Selamat menyebut, untuk bisa mencapai pangkat Letkol, rata-rata lulusan Akmil membutuhkan waktu sekitar 18 tahun. Artinya, Teddy diperkirakan baru bisa diberikan pangkat Letkol pada 2029, itupun bila kariernya di dunia militer berjalan mulus. 

3. Koalisi Masyarakat Sipil desak promosi dan mutasi harus kembali gunakan prinsip meritokrasi

Tentara Nasional Indonesia (TNI) melakukan gladibersih HUT ke-80 di Silang Monas, Jakarta Pusat yang akan melibatkan 130 ribu prajurit. (IDN Times/Santi Dewi)

Dalam kasus pemberian kenaikan pangkat Teddy dinilai menjadi contoh nyata kontrol sipil malah subjektif, bukan obyektif yang mengedepankan pembagian otoritas dan keahlian yang jelas. Selain itu, Koalisi Masyarakat Sipil juga melihat kontradiksi antara amanat Prabowo dengan politik hukumnya dalam merevisi Undang-Undang TNI.

Melalui UU Nomor 3 Tahun 2025 (UU TNI), para perwira senior juga diberikan kesempatan duduk lebih lama dalam pangkat jabatannya. Sebab, dalam UU baru TNI diatur soal perpanjangan masa pensiun.

"Padahal, perpanjangan pensiun yang juga menjadi salah satu faktor masalah kemandekan promosi dan mutasi berupa penumpukan pada level perwira menengah, sehingga menghambat dan menyulitkan proses regenerasi organisasi," kata koalisi.
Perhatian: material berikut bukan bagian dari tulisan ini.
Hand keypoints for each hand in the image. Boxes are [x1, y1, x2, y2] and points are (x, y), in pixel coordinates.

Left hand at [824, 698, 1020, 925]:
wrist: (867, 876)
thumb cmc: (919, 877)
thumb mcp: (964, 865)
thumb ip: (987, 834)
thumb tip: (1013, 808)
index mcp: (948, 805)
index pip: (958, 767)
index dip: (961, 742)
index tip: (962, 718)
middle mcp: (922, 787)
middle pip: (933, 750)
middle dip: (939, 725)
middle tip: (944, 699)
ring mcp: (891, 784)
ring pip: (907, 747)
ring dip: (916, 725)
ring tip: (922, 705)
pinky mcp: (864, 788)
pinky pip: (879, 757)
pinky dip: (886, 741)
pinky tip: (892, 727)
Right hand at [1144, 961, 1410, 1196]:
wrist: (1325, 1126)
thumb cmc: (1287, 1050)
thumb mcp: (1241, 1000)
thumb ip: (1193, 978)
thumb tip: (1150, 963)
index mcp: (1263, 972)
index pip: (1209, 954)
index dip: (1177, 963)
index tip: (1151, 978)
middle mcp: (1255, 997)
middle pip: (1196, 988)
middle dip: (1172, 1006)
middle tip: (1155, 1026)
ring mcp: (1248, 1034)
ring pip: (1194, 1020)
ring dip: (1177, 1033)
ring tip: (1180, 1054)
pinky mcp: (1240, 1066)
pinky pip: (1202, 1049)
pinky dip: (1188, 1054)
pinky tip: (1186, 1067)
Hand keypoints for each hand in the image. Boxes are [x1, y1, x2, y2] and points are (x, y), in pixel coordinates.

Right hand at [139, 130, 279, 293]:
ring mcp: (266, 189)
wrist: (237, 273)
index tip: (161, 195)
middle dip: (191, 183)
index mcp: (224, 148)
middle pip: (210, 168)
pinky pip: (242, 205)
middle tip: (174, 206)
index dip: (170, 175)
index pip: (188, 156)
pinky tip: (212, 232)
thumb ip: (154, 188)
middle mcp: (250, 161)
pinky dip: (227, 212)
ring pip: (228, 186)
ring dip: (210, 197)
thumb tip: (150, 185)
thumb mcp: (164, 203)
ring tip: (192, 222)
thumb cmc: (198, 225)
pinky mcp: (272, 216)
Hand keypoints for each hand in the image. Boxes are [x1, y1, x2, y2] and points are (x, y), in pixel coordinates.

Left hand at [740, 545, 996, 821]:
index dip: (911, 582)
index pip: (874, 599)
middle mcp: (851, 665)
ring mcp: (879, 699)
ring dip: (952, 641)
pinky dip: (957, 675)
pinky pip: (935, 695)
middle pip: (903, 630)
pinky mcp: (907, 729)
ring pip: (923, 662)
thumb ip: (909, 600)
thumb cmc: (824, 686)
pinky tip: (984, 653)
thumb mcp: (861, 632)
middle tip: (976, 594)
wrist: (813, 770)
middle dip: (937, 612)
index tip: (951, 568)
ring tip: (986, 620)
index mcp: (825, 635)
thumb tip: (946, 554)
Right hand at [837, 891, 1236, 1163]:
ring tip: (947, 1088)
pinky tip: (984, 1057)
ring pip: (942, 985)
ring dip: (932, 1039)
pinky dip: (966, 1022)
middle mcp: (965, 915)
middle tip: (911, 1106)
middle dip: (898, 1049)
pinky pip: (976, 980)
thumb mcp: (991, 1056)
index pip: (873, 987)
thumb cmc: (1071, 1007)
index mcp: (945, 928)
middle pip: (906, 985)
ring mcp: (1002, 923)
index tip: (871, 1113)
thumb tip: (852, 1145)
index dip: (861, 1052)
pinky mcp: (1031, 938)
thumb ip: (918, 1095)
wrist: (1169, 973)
Maka, Koalisi Masyarakat Sipil mendesak agar prinsip meritokrasi kembali dijadikan panduan dalam rangka memberikan kenaikan promosi dan mutasi di tubuh TNI. Hal itu untuk menghindari terjadi kontestasi antar prajurit dengan mengabaikan penghormatan terhadap konstitusi, serta perundang-undangan yang berlaku dan penghormatan HAM.